**BRIEF**
Repeat every entry word for word; omit all pictures.

**DATASET EXCERPTS**

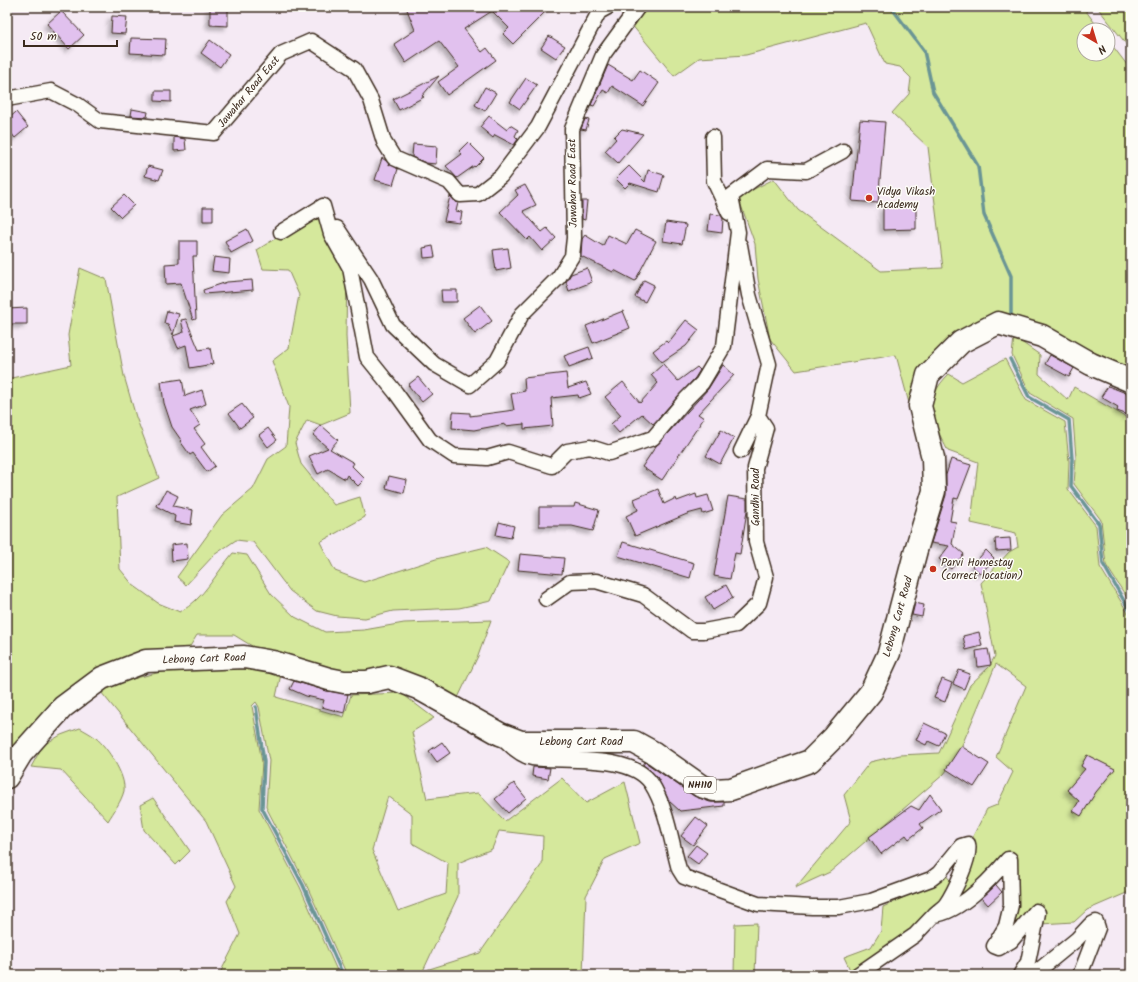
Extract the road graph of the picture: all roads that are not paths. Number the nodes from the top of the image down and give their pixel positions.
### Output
1 (608, 7) edge
2 (638, 7) edge
3 (7, 99) edge
4 (713, 137) dead end
5 (843, 151) dead end
6 (323, 206) junction
7 (281, 232) dead end
8 (738, 232) junction
9 (1131, 380) edge
10 (758, 416) junction
11 (741, 451) dead end
12 (546, 600) dead end
13 (500, 734) junction
14 (7, 777) edge
15 (934, 915) junction
16 (857, 975) edge
17 (1020, 975) edge
18 (1033, 975) edge
19 (1080, 975) edge

1 - 3 street, Jawahar Road East
2 - 6 street, Jawahar Road East
4 - 8 street
5 - 8 street
6 - 7 street
6 - 8 street
8 - 10 street
9 - 13 highway, Lebong Cart Road / NH110
10 - 11 street
10 - 12 street, Gandhi Road
13 - 14 highway, Lebong Cart Road / NH110
13 - 15 street
15 - 16 street
15 - 17 street
18 - 19 street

**OUTPUT FOR THIS EXERCISE**
Extract the road graph of the picture: all roads that are not paths. Number the nodes from the top of the image down and give their pixel positions.
### Output
1 (608, 7) edge
2 (638, 7) edge
3 (7, 99) edge
4 (713, 137) dead end
5 (843, 151) dead end
6 (323, 206) junction
7 (281, 232) dead end
8 (738, 232) junction
9 (1131, 380) edge
10 (758, 416) junction
11 (741, 451) dead end
12 (546, 600) dead end
13 (500, 734) junction
14 (7, 777) edge
15 (934, 915) junction
16 (857, 975) edge
17 (1020, 975) edge
18 (1033, 975) edge
19 (1080, 975) edge

1 - 3 street, Jawahar Road East
2 - 6 street, Jawahar Road East
4 - 8 street
5 - 8 street
6 - 7 street
6 - 8 street
8 - 10 street
9 - 13 highway, Lebong Cart Road / NH110
10 - 11 street
10 - 12 street, Gandhi Road
13 - 14 highway, Lebong Cart Road / NH110
13 - 15 street
15 - 16 street
15 - 17 street
18 - 19 street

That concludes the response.